Thanks so much for this very helpful explanation!

Richard Lawrence <address@hidden> writes:

> Hi Matt and all,
>
> Matt Lundin <address@hidden> writes:
>
>> But for bibtex users, wouldn't there presumably have to be another
>> zotero plugin that would allow for live, automated importing of bibtex
>> into zotero? (If anyone knows whether such a plugin exists, please do
>> let me know.)
>
> Well, my hope is that this could be added to zotxt without much effort,
> so we could still just depend on Zotero and zotxt.  The translation
> capability already exists in Zotero; it's just a matter of exposing it
> as an API, and I imagine that Erik would happily accept a patch to zotxt
> that does so.

That sounds like a great plan. 

> Yes, you're basically describing the approach that I eventually realized
> org-citeproc should take: use the full capabilities of Pandoc to render
> citations and bibliography in Org format, then re-parse these on the Org
> side.  I did start to work on this, though I didn't finish and I'm not
> sure if I pushed it to the public repo.
>
> If we want to use pandoc-citeproc directly, instead of wrapping it
> with something like org-citeproc, what we'd need to do is be able to
> translate an Org document (or at least the citations within it) both
> to and from pandoc-compatible JSON, since pandoc-citeproc reads and
> writes in that format.

I'm probably missing something, but would we necessarily need to convert
to pandoc's JSON format? A quick and dirty approach might be to use an
org export filter function to grab citations and insert some temporary
unique ids in the export string as placeholders for each citation. Then
we could create a temporary buffer that looks like this:

--8<---------------cut here---------------start------------->8---
unique_id1 address@hidden, pp. 1-10]

unique_id2 address@hidden, p. 23]
--8<---------------cut here---------------end--------------->8---

We could then run a shell command on the buffer (i.e., "pandoc
--filter=pandoc-citeproc --csl=/path/to/csl
--bibligoraphy=/path/to/bibdata -t org"), resulting in formatted
citations for each id. With some simple mapping, we could use a filter
function to insert the citations in the export string/buffer.

Obviously, JSON would be way more elegant. But would still need to run
the results through pandoc to get strings of formatted org output.

> I am not opposed to this idea -- indeed, I kind of like it, which is why
> I started work on org-citeproc in the first place.  Still, it would be a
> non-trivial amount of work to develop this solution even to the point
> that it can do what Zotero and zotxt can do right now.

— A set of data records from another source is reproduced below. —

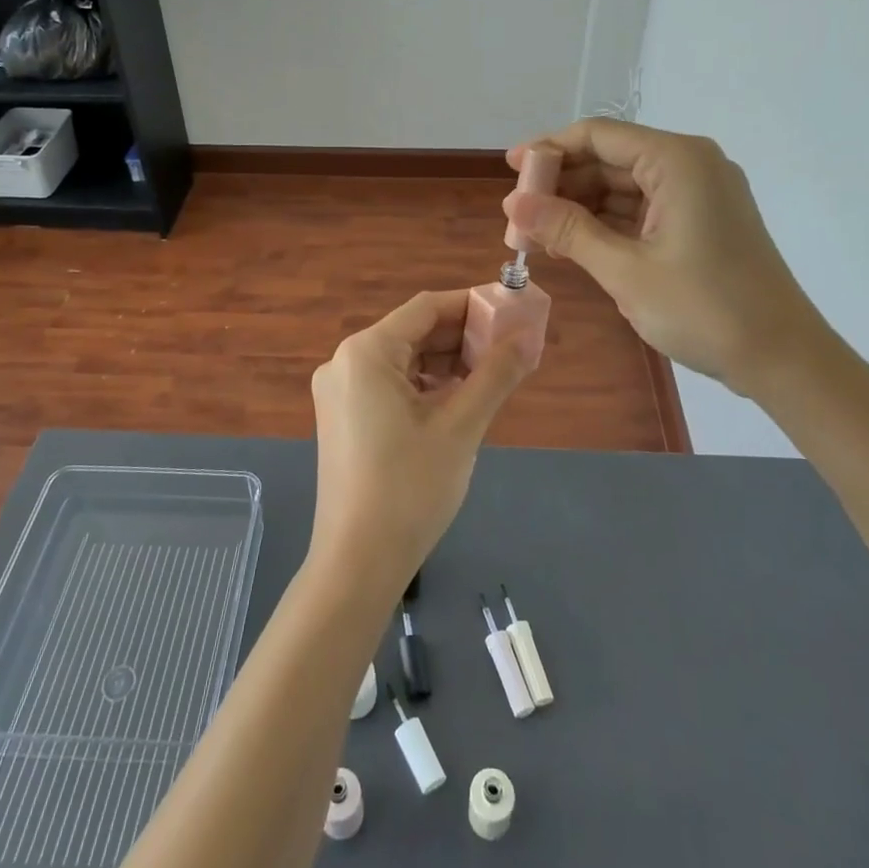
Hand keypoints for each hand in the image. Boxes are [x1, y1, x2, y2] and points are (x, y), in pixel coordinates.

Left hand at [309, 290, 529, 597]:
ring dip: (447, 363)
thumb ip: (496, 374)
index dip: (473, 304)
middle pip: (414, 332)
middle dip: (463, 337)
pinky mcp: (344, 418)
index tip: (513, 311)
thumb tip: (528, 337)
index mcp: (366, 352)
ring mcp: (340, 392)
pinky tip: (459, 401)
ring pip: (404, 360)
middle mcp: (345, 362)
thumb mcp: (461, 427)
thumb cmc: (410, 488)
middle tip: (511, 347)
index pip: (427, 308)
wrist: (357, 562)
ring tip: (493, 375)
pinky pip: (390, 386)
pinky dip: (426, 386)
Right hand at [504, 118, 832, 399]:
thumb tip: (513, 205)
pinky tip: (573, 244)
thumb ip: (567, 230)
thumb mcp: (626, 269)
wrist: (783, 359)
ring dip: (581, 207)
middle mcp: (690, 164)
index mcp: (677, 161)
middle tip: (519, 216)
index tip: (509, 171)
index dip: (549, 150)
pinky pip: (643, 209)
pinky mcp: (702, 221)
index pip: (598, 136)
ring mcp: (699, 194)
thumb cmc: (705, 309)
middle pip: (610, 159)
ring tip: (538, 235)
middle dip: (562, 184)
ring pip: (623, 186)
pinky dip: (607, 224)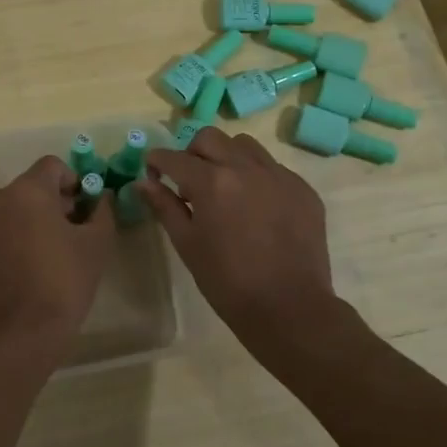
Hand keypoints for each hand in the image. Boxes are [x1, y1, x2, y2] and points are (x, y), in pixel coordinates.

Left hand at [0, 155, 115, 360]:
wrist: (20, 332)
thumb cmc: (64, 280)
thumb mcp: (97, 244)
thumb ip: (102, 211)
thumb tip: (102, 197)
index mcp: (28, 190)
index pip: (53, 165)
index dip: (75, 180)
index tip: (87, 207)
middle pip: (32, 187)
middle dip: (55, 202)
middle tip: (76, 231)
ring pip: (14, 211)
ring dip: (34, 221)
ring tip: (54, 253)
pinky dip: (15, 241)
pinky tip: (30, 271)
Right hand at [136, 127, 340, 350]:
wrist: (290, 308)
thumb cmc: (228, 282)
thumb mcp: (187, 244)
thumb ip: (164, 206)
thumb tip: (143, 182)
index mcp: (212, 182)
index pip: (174, 157)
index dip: (157, 161)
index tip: (153, 171)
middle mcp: (245, 168)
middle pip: (210, 138)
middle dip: (192, 153)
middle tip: (189, 180)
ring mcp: (279, 175)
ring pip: (244, 145)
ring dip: (226, 157)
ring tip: (225, 187)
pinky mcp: (303, 189)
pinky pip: (273, 168)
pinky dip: (256, 176)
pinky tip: (256, 206)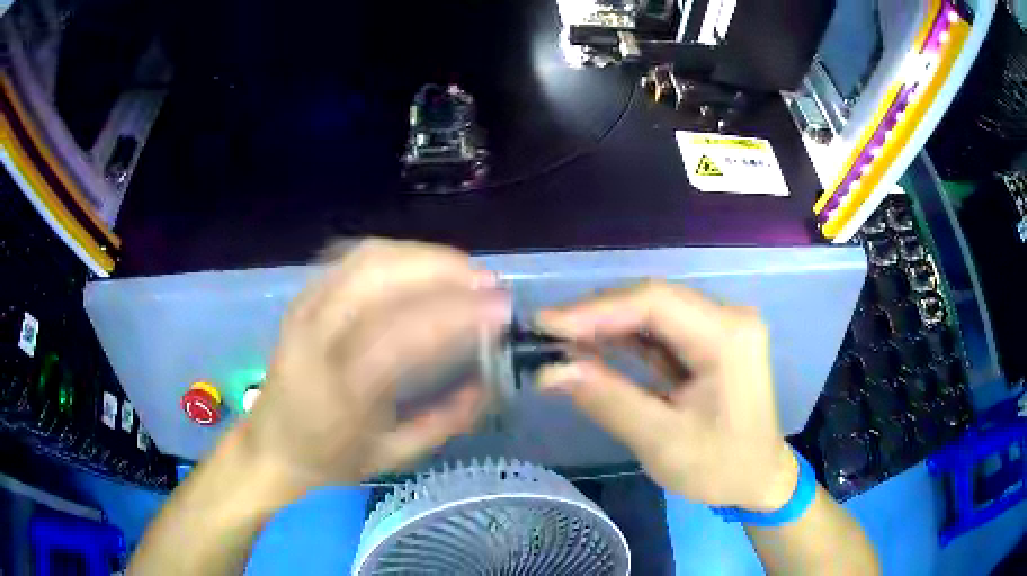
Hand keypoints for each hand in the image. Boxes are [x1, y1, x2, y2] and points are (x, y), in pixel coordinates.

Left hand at [244, 239, 509, 488]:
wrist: (271, 447)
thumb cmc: (330, 460)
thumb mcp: (394, 455)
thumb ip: (446, 420)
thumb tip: (489, 382)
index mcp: (339, 389)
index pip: (403, 333)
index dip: (457, 313)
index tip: (501, 309)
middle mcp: (315, 338)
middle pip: (378, 275)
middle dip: (441, 268)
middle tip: (486, 281)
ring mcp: (304, 310)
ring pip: (365, 257)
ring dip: (421, 255)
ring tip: (462, 270)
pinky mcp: (302, 298)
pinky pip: (351, 260)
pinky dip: (395, 254)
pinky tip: (421, 266)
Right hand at [536, 280, 797, 511]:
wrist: (759, 479)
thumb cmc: (721, 467)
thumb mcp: (662, 440)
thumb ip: (607, 400)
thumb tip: (549, 371)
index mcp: (728, 335)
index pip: (655, 302)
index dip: (595, 309)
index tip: (544, 325)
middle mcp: (728, 317)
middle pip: (653, 301)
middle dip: (596, 316)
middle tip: (545, 335)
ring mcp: (720, 327)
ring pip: (653, 314)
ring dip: (606, 327)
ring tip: (559, 342)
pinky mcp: (710, 342)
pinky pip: (660, 332)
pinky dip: (624, 341)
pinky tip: (592, 349)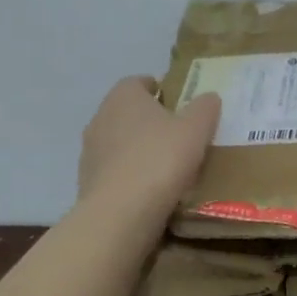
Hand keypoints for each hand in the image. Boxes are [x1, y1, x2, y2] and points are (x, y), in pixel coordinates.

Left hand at [78, 77, 221, 212]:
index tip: (179, 104)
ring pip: (120, 142)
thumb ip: (204, 108)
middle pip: (128, 112)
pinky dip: (130, 175)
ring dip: (139, 149)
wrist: (120, 212)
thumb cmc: (160, 159)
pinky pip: (115, 171)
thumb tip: (208, 97)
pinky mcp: (88, 181)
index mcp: (124, 96)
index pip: (139, 82)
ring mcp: (90, 151)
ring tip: (166, 166)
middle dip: (150, 121)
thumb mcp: (196, 129)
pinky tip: (150, 190)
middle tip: (179, 135)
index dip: (160, 90)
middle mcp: (101, 117)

Thanks for this explanation. I vote for you going full speed ahead with
the zotero/zotxt plans. I'd be happy to build on the work you've already
done to try to make pandoc-citeproc work.

>> Javascript interpreters/engines are widely available for all platforms
>> if we create a wrapper script around citeproc-js. Node itself is also
>> easily available for most platforms. But we wouldn't need to set it up
>> as a node server à la citeproc-node.
>
> My concern here is with the wrapper script.  Yes, it's pretty easy to
> install a javascript interpreter; but getting from there to the point
> where you have a fully-working toolchain for processing citations from
> Org mode is the problem.  What I think we should avoid is a process that
> looks like:
>
> 1) Install node (or whatever interpreter)
> 2) Install citeproc-js and the wrapper script
> 3) Make sure the wrapper script is available as an executable that can
> be called from Emacs
> 4) ...

If we chose node, we could try to package the wrapper script so it can
be installed via npm. Then the installation process would be:

a) install node
b) npm install citeproc-js-wrapper [or whatever]

> It's a question of where to focus the limited resources we've got. My
> impression is that going with the combination of Zotero and zotxt will
> represent the least amount of effort to get citations working on
> non-LaTeX backends, for both Org developers and users.... I fully
> support that. But until more people have time to work on this, it
> seems to me that Zotero and zotxt represent the most practical path
> forward.

That makes a lot of sense. Thanks for all the work you've already put
into this. I'm happy to help out wherever I can.